Google offers a standard one-year warranty that protects the phone from manufacturer defects from the date of purchase.Our Take
The Google Pixel 3 XL won’t wow with its looks, but show off the camera and its A.I. capabilities, and you’ll see jaws drop. It has one of the best cameras in a smartphone, and hands down the best software experience on an Android phone.
Is there a better alternative?
Yes. Your first option if budget is a concern should be the smaller and cheaper Pixel 3. It can do everything the Pixel 3 XL can do, but it has a smaller screen, a smaller battery, and it costs a little less.
Next, check out the Galaxy Note 9. You get great hardware with good performance and a good camera — especially in low light — but its software isn’t as polished as the Pixel. It’s also a bit more expensive.

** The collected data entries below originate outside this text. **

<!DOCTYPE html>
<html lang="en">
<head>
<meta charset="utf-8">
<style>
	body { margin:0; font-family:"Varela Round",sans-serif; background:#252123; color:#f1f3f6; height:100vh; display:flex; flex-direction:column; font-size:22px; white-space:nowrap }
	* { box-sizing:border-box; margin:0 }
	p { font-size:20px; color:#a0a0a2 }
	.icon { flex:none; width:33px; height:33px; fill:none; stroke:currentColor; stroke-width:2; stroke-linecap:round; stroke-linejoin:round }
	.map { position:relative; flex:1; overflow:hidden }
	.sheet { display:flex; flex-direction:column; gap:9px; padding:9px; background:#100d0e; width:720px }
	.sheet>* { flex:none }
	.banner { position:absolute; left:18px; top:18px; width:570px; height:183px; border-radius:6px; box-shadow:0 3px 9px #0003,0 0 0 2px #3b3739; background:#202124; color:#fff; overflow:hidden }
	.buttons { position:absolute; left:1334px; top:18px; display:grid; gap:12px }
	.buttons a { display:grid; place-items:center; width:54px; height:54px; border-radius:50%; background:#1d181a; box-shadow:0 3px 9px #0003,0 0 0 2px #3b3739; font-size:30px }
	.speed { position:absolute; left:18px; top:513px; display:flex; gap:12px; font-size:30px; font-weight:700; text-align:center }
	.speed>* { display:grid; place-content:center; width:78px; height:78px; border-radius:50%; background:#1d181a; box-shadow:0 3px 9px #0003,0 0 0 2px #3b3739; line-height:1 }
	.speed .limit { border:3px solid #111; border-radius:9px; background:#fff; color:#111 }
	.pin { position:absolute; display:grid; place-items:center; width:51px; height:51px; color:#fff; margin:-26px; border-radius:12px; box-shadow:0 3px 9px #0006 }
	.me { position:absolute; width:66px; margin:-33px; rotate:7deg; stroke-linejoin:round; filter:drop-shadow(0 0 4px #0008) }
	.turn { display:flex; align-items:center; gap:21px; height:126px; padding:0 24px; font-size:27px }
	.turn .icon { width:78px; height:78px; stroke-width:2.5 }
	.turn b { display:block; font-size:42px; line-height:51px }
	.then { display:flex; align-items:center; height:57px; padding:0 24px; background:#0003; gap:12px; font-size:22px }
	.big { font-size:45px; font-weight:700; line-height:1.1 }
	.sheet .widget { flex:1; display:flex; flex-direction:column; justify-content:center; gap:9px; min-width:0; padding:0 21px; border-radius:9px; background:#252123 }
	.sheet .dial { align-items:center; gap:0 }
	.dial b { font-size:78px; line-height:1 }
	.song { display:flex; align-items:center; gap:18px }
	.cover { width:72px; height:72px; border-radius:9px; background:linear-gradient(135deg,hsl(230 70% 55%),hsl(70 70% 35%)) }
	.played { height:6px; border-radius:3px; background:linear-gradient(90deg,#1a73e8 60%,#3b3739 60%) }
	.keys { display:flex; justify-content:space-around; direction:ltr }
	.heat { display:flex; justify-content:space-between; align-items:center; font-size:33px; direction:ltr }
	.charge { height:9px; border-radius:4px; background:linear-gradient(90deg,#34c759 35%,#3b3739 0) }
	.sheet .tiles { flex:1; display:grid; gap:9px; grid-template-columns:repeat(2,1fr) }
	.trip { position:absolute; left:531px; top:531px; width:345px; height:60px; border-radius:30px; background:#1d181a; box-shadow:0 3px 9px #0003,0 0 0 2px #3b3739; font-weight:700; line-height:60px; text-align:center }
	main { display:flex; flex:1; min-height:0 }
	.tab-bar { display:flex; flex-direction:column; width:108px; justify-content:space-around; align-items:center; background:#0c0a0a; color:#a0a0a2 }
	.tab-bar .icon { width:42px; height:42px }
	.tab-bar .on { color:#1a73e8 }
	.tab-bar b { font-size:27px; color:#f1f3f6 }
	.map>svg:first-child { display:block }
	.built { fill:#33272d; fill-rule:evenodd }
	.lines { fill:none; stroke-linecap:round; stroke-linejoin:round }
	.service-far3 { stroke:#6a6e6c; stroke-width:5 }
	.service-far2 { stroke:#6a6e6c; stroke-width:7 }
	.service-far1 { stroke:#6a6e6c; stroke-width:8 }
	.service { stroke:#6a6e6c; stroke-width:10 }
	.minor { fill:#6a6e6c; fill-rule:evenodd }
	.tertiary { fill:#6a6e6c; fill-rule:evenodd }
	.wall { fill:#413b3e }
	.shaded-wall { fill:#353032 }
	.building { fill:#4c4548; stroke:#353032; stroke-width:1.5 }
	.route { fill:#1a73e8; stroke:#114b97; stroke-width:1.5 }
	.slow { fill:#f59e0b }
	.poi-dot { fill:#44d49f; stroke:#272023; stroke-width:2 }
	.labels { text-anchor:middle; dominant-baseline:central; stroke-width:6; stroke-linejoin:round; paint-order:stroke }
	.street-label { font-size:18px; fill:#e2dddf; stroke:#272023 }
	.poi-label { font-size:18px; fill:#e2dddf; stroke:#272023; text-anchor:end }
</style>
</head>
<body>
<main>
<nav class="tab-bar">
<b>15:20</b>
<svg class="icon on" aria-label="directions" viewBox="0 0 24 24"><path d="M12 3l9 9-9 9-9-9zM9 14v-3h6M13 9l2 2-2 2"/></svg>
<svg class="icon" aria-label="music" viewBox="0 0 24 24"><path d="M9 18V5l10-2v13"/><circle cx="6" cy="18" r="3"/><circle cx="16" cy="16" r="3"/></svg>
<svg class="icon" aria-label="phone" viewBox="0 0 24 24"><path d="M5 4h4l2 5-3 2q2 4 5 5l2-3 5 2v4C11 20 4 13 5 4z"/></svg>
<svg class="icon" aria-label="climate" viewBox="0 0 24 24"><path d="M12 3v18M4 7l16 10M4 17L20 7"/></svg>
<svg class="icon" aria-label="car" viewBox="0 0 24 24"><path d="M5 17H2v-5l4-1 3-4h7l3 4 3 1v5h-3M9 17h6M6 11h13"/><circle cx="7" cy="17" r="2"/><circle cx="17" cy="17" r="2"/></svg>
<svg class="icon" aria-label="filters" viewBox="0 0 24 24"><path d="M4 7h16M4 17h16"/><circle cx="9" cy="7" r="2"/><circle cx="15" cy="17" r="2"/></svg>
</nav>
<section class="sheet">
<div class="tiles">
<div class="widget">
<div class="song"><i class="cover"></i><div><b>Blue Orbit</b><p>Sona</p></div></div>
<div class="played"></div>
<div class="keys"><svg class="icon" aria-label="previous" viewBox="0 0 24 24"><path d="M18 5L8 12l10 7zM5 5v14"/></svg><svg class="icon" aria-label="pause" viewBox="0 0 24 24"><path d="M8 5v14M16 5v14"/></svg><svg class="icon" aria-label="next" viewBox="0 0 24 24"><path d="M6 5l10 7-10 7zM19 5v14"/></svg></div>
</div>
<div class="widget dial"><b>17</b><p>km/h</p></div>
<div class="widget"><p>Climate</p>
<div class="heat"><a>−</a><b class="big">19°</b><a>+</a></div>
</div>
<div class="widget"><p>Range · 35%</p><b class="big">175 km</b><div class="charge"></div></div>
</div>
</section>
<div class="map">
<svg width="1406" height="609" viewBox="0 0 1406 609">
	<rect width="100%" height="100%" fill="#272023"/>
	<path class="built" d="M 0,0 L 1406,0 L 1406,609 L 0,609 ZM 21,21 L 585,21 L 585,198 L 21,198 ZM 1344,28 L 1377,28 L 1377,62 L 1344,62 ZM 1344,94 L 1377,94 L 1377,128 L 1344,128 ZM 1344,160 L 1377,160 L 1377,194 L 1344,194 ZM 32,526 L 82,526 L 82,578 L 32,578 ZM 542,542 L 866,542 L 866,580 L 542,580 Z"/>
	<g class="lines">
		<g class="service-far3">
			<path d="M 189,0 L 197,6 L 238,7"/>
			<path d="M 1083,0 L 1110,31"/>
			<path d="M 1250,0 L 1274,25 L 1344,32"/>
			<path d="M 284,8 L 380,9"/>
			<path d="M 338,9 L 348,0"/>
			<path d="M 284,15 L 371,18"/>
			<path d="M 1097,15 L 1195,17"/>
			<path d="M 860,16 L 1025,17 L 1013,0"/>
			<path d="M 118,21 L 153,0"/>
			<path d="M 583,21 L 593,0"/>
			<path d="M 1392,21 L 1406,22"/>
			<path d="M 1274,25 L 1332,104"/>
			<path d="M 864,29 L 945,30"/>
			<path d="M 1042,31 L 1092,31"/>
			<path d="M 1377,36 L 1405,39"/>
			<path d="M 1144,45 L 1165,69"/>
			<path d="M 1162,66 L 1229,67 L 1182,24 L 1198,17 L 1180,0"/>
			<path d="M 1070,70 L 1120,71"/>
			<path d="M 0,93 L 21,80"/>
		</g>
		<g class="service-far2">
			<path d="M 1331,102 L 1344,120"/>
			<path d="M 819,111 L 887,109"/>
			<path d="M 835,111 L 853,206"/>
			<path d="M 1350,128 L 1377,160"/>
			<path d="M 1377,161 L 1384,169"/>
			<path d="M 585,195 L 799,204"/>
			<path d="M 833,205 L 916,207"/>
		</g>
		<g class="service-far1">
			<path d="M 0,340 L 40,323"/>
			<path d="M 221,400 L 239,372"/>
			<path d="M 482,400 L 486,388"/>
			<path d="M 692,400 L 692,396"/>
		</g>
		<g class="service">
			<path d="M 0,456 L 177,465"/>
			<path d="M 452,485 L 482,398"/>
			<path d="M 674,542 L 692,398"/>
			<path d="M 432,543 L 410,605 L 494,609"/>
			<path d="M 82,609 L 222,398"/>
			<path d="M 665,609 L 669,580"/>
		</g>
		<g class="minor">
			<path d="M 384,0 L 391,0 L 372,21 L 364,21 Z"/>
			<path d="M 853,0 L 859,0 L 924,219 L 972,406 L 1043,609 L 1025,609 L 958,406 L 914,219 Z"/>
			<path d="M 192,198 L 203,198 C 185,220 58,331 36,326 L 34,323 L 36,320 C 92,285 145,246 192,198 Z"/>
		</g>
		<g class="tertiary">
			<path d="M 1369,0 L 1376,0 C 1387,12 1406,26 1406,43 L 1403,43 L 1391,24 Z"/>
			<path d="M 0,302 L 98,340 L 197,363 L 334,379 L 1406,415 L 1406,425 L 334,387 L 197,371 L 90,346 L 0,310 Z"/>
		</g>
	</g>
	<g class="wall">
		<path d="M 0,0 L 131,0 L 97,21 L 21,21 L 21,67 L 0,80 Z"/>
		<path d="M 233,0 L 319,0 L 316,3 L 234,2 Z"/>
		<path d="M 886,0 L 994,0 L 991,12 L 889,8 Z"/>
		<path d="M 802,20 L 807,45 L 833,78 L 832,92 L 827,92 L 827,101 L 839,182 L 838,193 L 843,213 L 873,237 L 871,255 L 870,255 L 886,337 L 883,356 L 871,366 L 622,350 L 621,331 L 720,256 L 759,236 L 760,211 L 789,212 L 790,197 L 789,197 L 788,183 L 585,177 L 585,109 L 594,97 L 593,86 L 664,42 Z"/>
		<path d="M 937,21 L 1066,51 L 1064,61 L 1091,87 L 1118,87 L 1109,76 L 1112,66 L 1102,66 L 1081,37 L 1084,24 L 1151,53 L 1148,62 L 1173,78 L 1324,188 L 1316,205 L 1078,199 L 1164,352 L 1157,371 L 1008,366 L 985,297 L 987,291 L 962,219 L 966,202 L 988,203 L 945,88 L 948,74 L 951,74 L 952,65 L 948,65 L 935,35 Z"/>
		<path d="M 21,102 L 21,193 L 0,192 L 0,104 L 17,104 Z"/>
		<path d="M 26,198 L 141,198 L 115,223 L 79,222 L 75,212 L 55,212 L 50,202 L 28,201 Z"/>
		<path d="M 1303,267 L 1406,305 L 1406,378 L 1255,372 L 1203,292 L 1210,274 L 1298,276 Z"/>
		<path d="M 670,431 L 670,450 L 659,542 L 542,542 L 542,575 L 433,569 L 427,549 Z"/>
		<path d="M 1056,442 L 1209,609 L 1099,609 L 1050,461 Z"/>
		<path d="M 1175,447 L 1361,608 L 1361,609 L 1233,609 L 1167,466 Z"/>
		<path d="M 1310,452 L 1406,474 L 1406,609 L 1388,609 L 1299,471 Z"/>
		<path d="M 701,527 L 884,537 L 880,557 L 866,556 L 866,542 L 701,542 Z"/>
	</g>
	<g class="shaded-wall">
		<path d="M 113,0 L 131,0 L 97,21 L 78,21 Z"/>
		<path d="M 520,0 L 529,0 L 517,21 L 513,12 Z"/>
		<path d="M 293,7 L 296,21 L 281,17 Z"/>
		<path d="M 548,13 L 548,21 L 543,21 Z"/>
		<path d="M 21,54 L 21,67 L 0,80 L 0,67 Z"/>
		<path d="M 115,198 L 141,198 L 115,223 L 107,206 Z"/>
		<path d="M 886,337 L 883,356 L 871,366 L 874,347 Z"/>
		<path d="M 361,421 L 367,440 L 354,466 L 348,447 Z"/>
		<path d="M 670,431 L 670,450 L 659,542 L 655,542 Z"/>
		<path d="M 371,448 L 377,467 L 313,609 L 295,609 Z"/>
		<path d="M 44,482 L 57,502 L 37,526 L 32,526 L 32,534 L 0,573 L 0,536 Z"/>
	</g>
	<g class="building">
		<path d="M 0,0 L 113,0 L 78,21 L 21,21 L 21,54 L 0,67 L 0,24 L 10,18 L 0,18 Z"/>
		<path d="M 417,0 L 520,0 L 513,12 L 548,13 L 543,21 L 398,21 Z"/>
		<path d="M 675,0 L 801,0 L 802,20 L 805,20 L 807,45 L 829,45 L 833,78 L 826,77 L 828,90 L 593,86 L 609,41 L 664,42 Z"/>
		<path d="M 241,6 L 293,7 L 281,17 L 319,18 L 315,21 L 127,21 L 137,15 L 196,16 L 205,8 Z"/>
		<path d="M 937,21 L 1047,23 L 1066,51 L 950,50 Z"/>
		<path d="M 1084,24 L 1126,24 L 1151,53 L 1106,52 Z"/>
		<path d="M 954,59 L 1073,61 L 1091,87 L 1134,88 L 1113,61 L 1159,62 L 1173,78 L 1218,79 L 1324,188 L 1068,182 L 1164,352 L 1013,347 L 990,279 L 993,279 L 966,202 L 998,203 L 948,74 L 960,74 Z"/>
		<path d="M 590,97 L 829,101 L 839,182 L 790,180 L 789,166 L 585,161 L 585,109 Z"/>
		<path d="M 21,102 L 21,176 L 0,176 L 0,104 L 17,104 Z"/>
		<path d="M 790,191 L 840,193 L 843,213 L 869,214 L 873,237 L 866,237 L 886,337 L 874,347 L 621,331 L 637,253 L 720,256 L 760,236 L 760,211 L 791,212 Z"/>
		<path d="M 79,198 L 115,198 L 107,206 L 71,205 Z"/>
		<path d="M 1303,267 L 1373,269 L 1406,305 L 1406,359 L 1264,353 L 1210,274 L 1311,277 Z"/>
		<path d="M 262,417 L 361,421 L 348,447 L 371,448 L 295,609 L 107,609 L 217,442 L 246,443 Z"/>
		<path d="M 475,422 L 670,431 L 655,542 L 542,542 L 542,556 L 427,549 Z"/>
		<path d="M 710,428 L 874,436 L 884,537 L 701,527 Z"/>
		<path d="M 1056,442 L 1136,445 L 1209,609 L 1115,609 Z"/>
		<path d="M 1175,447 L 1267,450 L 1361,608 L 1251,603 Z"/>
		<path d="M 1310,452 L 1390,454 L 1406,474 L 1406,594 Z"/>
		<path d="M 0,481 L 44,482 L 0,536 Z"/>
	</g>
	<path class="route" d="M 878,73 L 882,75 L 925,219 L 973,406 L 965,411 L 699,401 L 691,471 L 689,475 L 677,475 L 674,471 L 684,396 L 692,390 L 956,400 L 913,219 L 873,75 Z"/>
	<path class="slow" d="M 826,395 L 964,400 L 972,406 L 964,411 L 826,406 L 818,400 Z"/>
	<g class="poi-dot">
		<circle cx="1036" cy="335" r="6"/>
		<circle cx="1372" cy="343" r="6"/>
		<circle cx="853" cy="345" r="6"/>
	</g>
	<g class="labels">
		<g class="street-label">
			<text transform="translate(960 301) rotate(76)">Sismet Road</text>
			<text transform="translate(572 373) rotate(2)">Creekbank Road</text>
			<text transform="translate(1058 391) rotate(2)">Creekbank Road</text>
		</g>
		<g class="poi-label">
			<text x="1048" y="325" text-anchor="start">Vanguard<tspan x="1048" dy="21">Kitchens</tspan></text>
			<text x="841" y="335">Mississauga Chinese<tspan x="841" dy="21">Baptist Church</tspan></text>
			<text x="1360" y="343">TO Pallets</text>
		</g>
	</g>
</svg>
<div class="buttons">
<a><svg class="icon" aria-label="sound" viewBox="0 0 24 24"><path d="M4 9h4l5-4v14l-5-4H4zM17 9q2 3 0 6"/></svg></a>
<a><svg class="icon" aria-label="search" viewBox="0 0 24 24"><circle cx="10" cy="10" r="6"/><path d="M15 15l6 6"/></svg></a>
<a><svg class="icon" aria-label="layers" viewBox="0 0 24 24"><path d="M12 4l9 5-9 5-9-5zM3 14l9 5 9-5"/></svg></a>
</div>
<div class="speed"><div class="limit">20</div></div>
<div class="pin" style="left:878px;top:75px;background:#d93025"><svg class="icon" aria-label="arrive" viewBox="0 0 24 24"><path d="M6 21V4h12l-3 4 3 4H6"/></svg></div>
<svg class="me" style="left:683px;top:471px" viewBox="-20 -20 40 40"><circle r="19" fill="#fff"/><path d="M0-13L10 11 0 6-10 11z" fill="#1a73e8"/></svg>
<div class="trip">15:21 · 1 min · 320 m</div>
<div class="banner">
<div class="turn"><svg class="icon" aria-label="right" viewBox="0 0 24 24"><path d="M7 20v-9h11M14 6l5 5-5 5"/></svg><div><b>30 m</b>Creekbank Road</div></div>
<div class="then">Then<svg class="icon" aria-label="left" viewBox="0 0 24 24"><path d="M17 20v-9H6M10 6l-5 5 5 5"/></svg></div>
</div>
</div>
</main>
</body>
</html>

If you’re looking for the best bang for your buck, you should wait for the OnePlus 6T. It will likely cost around $500, and it will have great performance and a simple software experience, but its camera may be lacking. Alternatively, if you don’t mind iOS, buy the iPhone XS. It has a fluid software experience as well as fast software updates (or wait for the cheaper iPhone XR to come out).
How long will it last?
The Google Pixel 3 XL is a glass sandwich with an aluminum frame in the middle. While the Gorilla Glass 5 is durable and has a matte texture that avoids fingerprints, it’s still glass that can shatter in the event of a drop. Make sure you nab a case. Google has improved the water resistance on the Pixel phone, however, as it now has an IP68 rating. That means you can take it underwater up to 1.5 meters for 30 minutes.
Because this is a phone straight from Google, you can expect to receive software version updates for two years, and three years of security updates. We expect the Pixel 3 XL to last you three to four years, but likely more. Considering how many of the Pixel 3 XL’s features are coming to the Pixel 2 and Pixel 1, expect this phone to receive some fresh upgrades every year.
Should you buy it?
Yes. Buy this phone if you prize software and camera over everything else, and you want a big screen. You’ll learn to forgive the notch.